日々の業務で「目標設定・計画立案」スキルを磨くヒント
このスキルは、特別な状況のためだけにあるのではありません。日々の小さな業務の中で意識的に取り組むことで、自然と磨かれていきます。
- 朝一番に今日の「ミニ目標」を設定する: 今日一日で「これを達成したい」という具体的な目標を一つか二つ決め、そのために「何をすべきか」を考えます。
- 定例業務を「目標達成」視点で見直す: いつもやっている業務も、「この業務は何のために行っているのか?」「この業務を通じて、どのような目標に貢献できるか?」と考えてみます。より良い目標設定が見つかるかもしれません。
- 「もし〇〇だったら?」と仮説を立てる: 「もし顧客がこの反応を示したら、次に何をすべきか?」「もしこの情報が得られなかったら、どうする?」など、仮説に基づいた簡単な計画を頭の中で立てる練習をします。

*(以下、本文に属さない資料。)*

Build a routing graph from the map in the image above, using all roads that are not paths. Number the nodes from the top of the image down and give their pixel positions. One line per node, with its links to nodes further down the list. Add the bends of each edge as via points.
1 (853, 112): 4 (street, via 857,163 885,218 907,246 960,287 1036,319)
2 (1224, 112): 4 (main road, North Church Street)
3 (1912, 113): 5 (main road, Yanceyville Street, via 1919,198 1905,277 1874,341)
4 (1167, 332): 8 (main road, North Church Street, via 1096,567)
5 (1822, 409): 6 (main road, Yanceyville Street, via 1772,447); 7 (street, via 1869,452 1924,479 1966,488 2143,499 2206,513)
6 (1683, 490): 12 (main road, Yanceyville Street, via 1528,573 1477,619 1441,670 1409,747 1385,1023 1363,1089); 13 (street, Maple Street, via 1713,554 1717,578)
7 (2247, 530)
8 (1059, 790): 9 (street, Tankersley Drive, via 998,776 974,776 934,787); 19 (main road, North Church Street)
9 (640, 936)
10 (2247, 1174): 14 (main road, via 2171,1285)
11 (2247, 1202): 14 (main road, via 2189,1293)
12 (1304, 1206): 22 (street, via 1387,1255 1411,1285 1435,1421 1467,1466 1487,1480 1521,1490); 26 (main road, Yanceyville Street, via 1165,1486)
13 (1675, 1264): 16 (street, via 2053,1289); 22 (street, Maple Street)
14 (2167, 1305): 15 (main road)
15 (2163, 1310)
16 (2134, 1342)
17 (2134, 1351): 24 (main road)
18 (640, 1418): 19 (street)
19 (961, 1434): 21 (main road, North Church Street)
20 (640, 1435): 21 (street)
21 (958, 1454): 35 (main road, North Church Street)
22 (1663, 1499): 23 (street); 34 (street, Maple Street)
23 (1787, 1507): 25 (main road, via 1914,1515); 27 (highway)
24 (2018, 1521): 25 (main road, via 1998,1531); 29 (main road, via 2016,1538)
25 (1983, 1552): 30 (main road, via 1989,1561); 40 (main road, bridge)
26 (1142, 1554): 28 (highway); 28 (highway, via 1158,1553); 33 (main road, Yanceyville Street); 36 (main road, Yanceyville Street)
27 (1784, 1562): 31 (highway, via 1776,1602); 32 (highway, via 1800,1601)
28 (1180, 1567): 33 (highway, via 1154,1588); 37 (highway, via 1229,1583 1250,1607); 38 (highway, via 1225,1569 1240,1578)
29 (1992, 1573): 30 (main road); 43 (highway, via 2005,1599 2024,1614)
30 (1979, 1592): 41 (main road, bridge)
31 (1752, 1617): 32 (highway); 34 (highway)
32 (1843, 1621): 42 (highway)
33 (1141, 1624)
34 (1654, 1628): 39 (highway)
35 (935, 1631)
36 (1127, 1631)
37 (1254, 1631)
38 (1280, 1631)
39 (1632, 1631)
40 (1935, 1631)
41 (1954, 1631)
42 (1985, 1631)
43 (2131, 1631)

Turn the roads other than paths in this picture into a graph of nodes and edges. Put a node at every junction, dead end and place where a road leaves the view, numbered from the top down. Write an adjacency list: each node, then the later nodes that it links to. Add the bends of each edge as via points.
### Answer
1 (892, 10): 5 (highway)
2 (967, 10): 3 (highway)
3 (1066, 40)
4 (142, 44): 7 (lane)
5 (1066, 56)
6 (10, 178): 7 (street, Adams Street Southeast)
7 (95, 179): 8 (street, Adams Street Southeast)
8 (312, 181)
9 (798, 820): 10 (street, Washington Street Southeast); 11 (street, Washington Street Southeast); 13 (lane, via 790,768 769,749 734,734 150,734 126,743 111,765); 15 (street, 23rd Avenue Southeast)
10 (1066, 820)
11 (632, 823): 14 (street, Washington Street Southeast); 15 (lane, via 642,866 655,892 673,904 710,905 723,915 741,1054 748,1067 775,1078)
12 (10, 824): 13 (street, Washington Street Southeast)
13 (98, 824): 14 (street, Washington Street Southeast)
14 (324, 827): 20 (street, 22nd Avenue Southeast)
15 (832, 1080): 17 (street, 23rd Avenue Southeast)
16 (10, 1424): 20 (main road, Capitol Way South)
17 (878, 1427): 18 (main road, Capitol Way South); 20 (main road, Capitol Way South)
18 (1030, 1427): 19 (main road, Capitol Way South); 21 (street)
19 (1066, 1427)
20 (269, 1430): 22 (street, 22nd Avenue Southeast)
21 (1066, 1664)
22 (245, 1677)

- 達成したこと、できなかったことを振り返る: 計画通りに進んだか、目標は達成できたかを定期的に振り返ります。うまくいかなかった場合は、なぜかを考え、次の目標設定や計画立案に活かします。
- 小さなプロジェクトで実践する: 規模の小さい、自分で完結できる業務や個人的なタスク(例: 書類整理、新しいツールの習得)で、目標設定から計画立案、実行、振り返りまでの一連の流れを試してみます。
これらの練習は、通勤時間や休憩時間など、隙間時間にも行うことができます。完璧を目指す必要はありません。まずは「自分で考え、自分で決める」という意識を持って取り組むことが大切です。
さいごに
マニュアルは、効率的に業務を進める上で強力なツールですが、それに依存しすぎると思考停止を招く可能性があります。マニュアル外の状況で自ら目標を設定し、計画を立てる力は、不確実性の高い現代ビジネスにおいて、自身の市場価値を高め、仕事のやりがいを見出すための重要なスキルです。
最初から大きな目標を設定したり、完璧な計画を立てたりする必要はありません。まずは日々の小さなタスクから「これは何のためにやるのだろう?」「どうすればもっとうまくできるだろう?」と考え、自分で目標と簡単な計画を立てる練習を始めてみてください。
この積み重ねが、やがてマニュアルがない状況でも自信を持って行動できる「知恵」となり、あなたのビジネスパーソンとしての可能性を大きく広げるはずです。